Feb 21, 2024 at 9:43 AM Update: 2 hours ago
Young people from Generation Z pay with cash more often than adults. Although young people grew up making contactless payments with cards and telephones, they make a quarter of their payments with notes and coins.
On average, Dutch people make 20.5 percent of their payments with cash, according to research by De Nederlandsche Bank (DNB). This is more for teenagers: 25.1 percent of all payments.
Another group that pays a lot in cash are elderly people around retirement age who no longer work. They make more than 28 percent of their payments with letters and coins.
DNB economist Jelmer Reijerink calls it a surprise that young people use cash so often. “You would say that young people who only use their phone only pay with their phone.”
But that is not the case. Reijerink thinks it makes more sense for the elderly. “They grew up with cash and pay with it out of habit.”

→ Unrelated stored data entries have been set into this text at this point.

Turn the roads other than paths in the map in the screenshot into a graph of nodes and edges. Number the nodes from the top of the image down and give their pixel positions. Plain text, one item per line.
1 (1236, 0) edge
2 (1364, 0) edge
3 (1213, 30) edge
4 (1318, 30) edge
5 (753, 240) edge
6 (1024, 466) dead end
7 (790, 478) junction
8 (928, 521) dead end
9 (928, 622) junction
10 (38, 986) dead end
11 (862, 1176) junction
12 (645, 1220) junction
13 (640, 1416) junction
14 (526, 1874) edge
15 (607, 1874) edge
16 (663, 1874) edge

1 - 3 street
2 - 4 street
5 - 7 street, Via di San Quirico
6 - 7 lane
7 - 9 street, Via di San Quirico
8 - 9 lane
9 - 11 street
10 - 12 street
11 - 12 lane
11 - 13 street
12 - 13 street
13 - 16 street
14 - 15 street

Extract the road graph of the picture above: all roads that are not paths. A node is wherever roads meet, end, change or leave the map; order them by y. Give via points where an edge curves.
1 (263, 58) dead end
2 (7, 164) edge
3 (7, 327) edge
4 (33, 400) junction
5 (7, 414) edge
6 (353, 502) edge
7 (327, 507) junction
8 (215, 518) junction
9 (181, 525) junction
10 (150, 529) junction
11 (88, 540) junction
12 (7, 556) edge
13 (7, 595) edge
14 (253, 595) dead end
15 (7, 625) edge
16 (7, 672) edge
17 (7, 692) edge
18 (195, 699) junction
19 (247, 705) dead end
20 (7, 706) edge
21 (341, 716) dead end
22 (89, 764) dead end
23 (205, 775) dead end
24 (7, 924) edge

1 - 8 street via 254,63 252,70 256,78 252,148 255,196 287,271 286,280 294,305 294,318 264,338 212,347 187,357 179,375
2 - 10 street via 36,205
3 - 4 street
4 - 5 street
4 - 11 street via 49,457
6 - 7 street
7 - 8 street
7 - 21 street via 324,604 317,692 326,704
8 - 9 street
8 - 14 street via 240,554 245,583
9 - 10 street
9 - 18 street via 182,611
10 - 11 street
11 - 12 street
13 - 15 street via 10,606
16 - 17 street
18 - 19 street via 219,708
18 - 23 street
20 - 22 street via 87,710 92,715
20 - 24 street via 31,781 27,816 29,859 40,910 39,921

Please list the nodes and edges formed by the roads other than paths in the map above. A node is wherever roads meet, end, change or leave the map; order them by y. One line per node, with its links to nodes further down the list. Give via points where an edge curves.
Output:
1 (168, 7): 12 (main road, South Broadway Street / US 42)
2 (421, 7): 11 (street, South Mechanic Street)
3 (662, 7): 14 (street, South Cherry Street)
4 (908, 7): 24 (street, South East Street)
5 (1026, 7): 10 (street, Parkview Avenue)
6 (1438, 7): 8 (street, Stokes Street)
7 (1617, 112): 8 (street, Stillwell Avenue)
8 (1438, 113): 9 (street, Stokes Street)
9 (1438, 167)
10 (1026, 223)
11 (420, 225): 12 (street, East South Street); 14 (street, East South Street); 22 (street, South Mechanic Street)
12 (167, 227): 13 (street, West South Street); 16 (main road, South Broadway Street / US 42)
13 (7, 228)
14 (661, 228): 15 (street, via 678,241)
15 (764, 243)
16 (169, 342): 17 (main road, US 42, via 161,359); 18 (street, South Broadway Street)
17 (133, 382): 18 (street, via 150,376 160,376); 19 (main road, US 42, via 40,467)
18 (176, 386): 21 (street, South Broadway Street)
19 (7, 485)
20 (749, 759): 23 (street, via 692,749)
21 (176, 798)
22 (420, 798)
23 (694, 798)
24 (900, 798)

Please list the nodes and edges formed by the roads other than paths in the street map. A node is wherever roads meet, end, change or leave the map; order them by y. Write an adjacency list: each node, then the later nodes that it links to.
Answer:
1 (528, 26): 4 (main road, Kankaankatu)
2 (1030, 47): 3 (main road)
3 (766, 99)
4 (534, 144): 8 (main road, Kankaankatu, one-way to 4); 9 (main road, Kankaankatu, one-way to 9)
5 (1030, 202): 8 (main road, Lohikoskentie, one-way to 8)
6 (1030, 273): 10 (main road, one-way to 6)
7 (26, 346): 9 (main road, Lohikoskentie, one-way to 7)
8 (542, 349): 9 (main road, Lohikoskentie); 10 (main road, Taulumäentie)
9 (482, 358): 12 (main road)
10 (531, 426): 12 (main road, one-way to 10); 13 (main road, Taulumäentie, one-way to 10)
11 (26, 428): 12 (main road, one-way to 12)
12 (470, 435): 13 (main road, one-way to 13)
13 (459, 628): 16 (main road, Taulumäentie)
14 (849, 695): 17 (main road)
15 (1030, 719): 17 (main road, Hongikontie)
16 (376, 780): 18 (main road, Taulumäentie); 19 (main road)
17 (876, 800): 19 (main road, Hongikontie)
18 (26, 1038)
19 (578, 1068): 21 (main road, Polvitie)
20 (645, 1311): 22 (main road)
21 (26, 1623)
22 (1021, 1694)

According to Reijerink, the fact that young people in Generation Z (born between 1995 and 2010) use cash relatively often is due to their parents and the things they spend their money on. “Some parents give their children cash pocket money. These young people also often live at home, so they don’t have to make many major expenses. It’s easier to pay for a can of soft drink in cash than the weekly groceries.”
Cash helps with budgeting
Groups that pay little cash are middle-income families (14 percent of their purchases) and highly educated, high-income urbanites (10 percent of their purchases).
We are choosing less and less to pay in cash at the cash register. Of the total value of cash register purchases, only 15 percent was paid in cash in 2022. That was still 57 percent in 2013.
According to Reijerink, cash has some advantages, which he sees in his research among city dwellers with a limited budget. “You can budget more easily. Someone who has a maximum of 100 euros to spend per week may find it useful to keep an overview this way.”